--- Task requirements ---
Reproduce the entries that follow precisely, setting aside any images.

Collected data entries
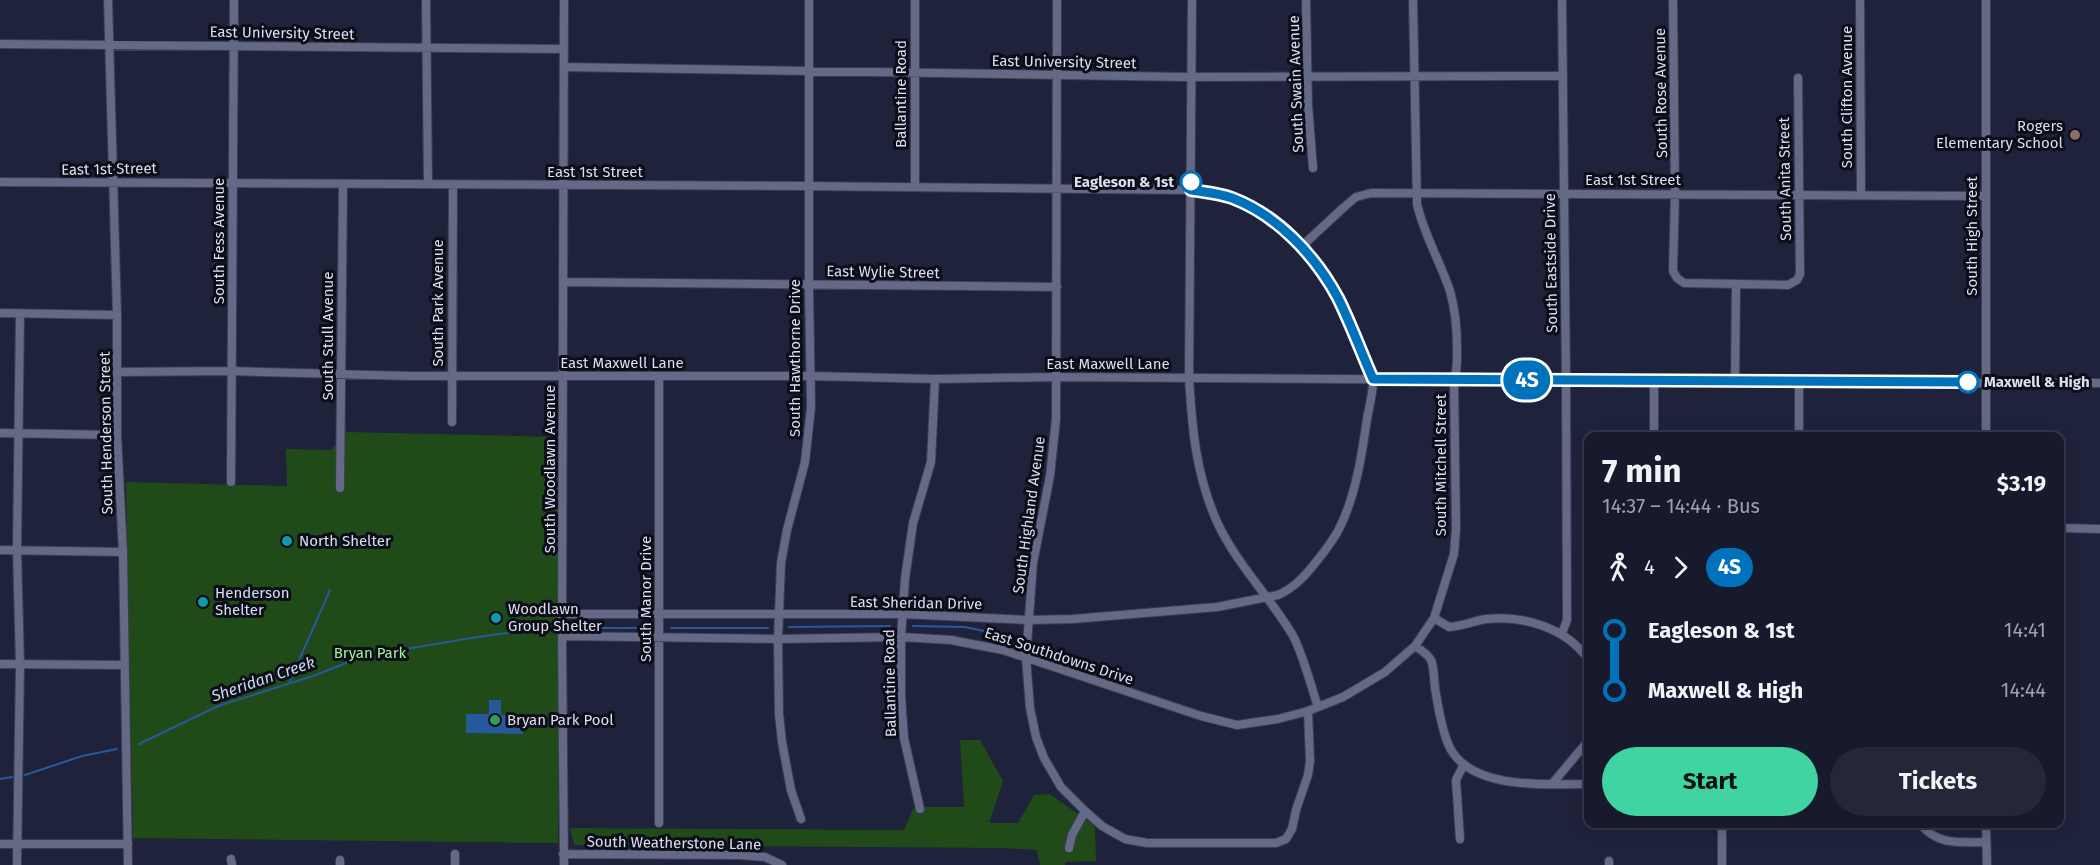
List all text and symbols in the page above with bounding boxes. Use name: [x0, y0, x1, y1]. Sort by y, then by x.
street label: South Swain Avenue: [1285, 15, 1307, 153]
street label: East University Street: [209, 23, 355, 43]
street label: South Clifton Avenue: [1838, 26, 1856, 168]
street label: South Rose Avenue: [1651, 28, 1671, 158]
street label: Ballantine Road: [892, 40, 910, 148]
street label: East University Street: [991, 52, 1137, 72]
street label: South Anita Street: [1775, 116, 1795, 241]
place label: Rogers Elementary School: [1936, 117, 2064, 152]
marker: Rogers Elementary School: [2068, 128, 2082, 142]
street label: East 1st Street: [61, 159, 158, 179]
street label: East 1st Street: [547, 163, 643, 181]
marker: Eagleson & 1st: [1180, 171, 1202, 193]
street label: East 1st Street: [1585, 171, 1681, 189]
place label: Eagleson & 1st: [1074, 173, 1174, 191]
street label: South High Street: [1963, 176, 1981, 296]
street label: South Fess Avenue: [210, 178, 228, 304]
street label: South Eastside Drive: [1541, 193, 1561, 333]
street label: South Park Avenue: [429, 239, 447, 367]
street label: East Wylie Street: [826, 262, 940, 282]
street label: South Stull Avenue: [319, 272, 337, 400]
street label: South Hawthorne Drive: [786, 279, 804, 437]
street label: South Henderson Street: [96, 351, 116, 515]
street label: East Maxwell Lane: [560, 354, 684, 372]
street label: East Maxwell Lane: [1046, 355, 1170, 373]
line badge: 4S: [1500, 360, 1554, 400]
text: 4S: [1515, 367, 1539, 393]
marker: Maxwell & High: [1957, 371, 1979, 393]
place label: Maxwell & High: [1984, 373, 2090, 391]
street label: South Woodlawn Avenue: [541, 385, 559, 553]
street label: South Mitchell Street: [1432, 393, 1450, 536]
street label: South Highland Avenue: [1009, 435, 1049, 595]
text: 7 min: [1602, 451, 1682, 491]
text: $3.19: [1997, 470, 2046, 497]
text: 14:37 – 14:44 · Bus: [1602, 494, 1760, 518]
place label: North Shelter: [299, 532, 391, 550]
marker: North Shelter: [280, 534, 294, 548]
street label: South Manor Drive: [637, 536, 655, 662]
icon: walk: [1602, 551, 1635, 584]
icon: forward: [1664, 551, 1697, 584]
text: 4S: [1718, 554, 1741, 580]
text: 4: [1644, 555, 1655, 579]
place label: Henderson Shelter: [215, 584, 289, 619]
street label: East Sheridan Drive: [850, 593, 982, 613]
marker: Henderson Shelter: [196, 595, 210, 609]
place label: Woodlawn Group Shelter: [508, 600, 602, 635]
marker: Woodlawn Group Shelter: [489, 611, 503, 625]
text: Eagleson & 1st: [1648, 617, 1795, 644]
text: 14:41: [2004, 618, 2046, 642]
street label: East Southdowns Drive: [982, 623, 1136, 689]
street label: Ballantine Road: [880, 629, 900, 737]
park label: Bryan Park: [334, 644, 407, 662]
water label: Sheridan Creek: [208, 652, 317, 706]
text: Maxwell & High: [1648, 677, 1803, 704]
text: 14:44: [2001, 678, 2046, 702]
place label: Bryan Park Pool: [507, 711, 614, 729]
marker: Bryan Park Pool: [488, 713, 502, 727]
button: Start: [1602, 747, 1818, 816]
button: Tickets: [1830, 747, 2046, 816]
street label: South Weatherstone Lane: [587, 832, 761, 854]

--- Solution to this exercise ---
List all text and symbols in the page above with bounding boxes. Use name: [x0, y0, x1, y1]. Sort by y, then by x.
street label: South Swain Avenue: [1285, 15, 1307, 153]
street label: East University Street: [209, 23, 355, 43]
street label: South Clifton Avenue: [1838, 26, 1856, 168]
street label: South Rose Avenue: [1651, 28, 1671, 158]
street label: Ballantine Road: [892, 40, 910, 148]
street label: East University Street: [991, 52, 1137, 72]
street label: South Anita Street: [1775, 116, 1795, 241]
place label: Rogers Elementary School: [1936, 117, 2064, 152]
marker: Rogers Elementary School: [2068, 128, 2082, 142]
street label: East 1st Street: [61, 159, 158, 179]
street label: East 1st Street: [547, 163, 643, 181]
marker: Eagleson & 1st: [1180, 171, 1202, 193]
street label: East 1st Street: [1585, 171, 1681, 189]
place label: Eagleson & 1st: [1074, 173, 1174, 191]
street label: South High Street: [1963, 176, 1981, 296]
street label: South Fess Avenue: [210, 178, 228, 304]
street label: South Eastside Drive: [1541, 193, 1561, 333]
street label: South Park Avenue: [429, 239, 447, 367]
street label: East Wylie Street: [826, 262, 940, 282]
street label: South Stull Avenue: [319, 272, 337, 400]
street label: South Hawthorne Drive: [786, 279, 804, 437]
street label: South Henderson Street: [96, 351, 116, 515]
street label: East Maxwell Lane: [560, 354, 684, 372]
street label: East Maxwell Lane: [1046, 355, 1170, 373]
line badge: 4S: [1500, 360, 1554, 400]
text: 4S: [1515, 367, 1539, 393]
marker: Maxwell & High: [1957, 371, 1979, 393]
place label: Maxwell & High: [1984, 373, 2090, 391]
street label: South Woodlawn Avenue: [541, 385, 559, 553]
street label: South Mitchell Street: [1432, 393, 1450, 536]
street label: South Highland Avenue: [1009, 435, 1049, 595]
text: 7 min: [1602, 451, 1682, 491]
text: $3.19: [1997, 470, 2046, 497]
text: 14:37 – 14:44 · Bus: [1602, 494, 1760, 518]
place label: North Shelter: [299, 532, 391, 550]
marker: North Shelter: [280, 534, 294, 548]
street label: South Manor Drive: [637, 536, 655, 662]
icon: walk: [1602, 551, 1635, 584]
icon: forward: [1664, 551, 1697, 584]
text: 4S: [1718, 554, 1741, 580]
text: 4: [1644, 555, 1655, 579]
place label: Henderson Shelter: [215, 584, 289, 619]
street label: East Sheridan Drive: [850, 593, 982, 613]
marker: Henderson Shelter: [196, 595, 210, 609]
place label: Woodlawn Group Shelter: [508, 600, 602, 635]
marker: Woodlawn Group Shelter: [489, 611, 503, 625]
text: Eagleson & 1st: [1648, 617, 1795, 644]
text: 14:41: [2004, 618, 2046, 642]
street label: East Southdowns Drive: [982, 623, 1136, 689]
street label: Ballantine Road: [880, 629, 900, 737]
park label: Bryan Park: [334, 644, 407, 662]
water label: Sheridan Creek: [208, 652, 317, 706]
text: Maxwell & High: [1648, 677, 1803, 704]
text: 14:44: [2001, 678, 2046, 702]
place label: Bryan Park Pool: [507, 711, 614, 729]
marker: Bryan Park Pool: [488, 713, 502, 727]
button: Start: [1602, 747, 1818, 816]
button: Tickets: [1830, 747, 2046, 816]
street label: South Weatherstone Lane: [587, 832, 761, 854]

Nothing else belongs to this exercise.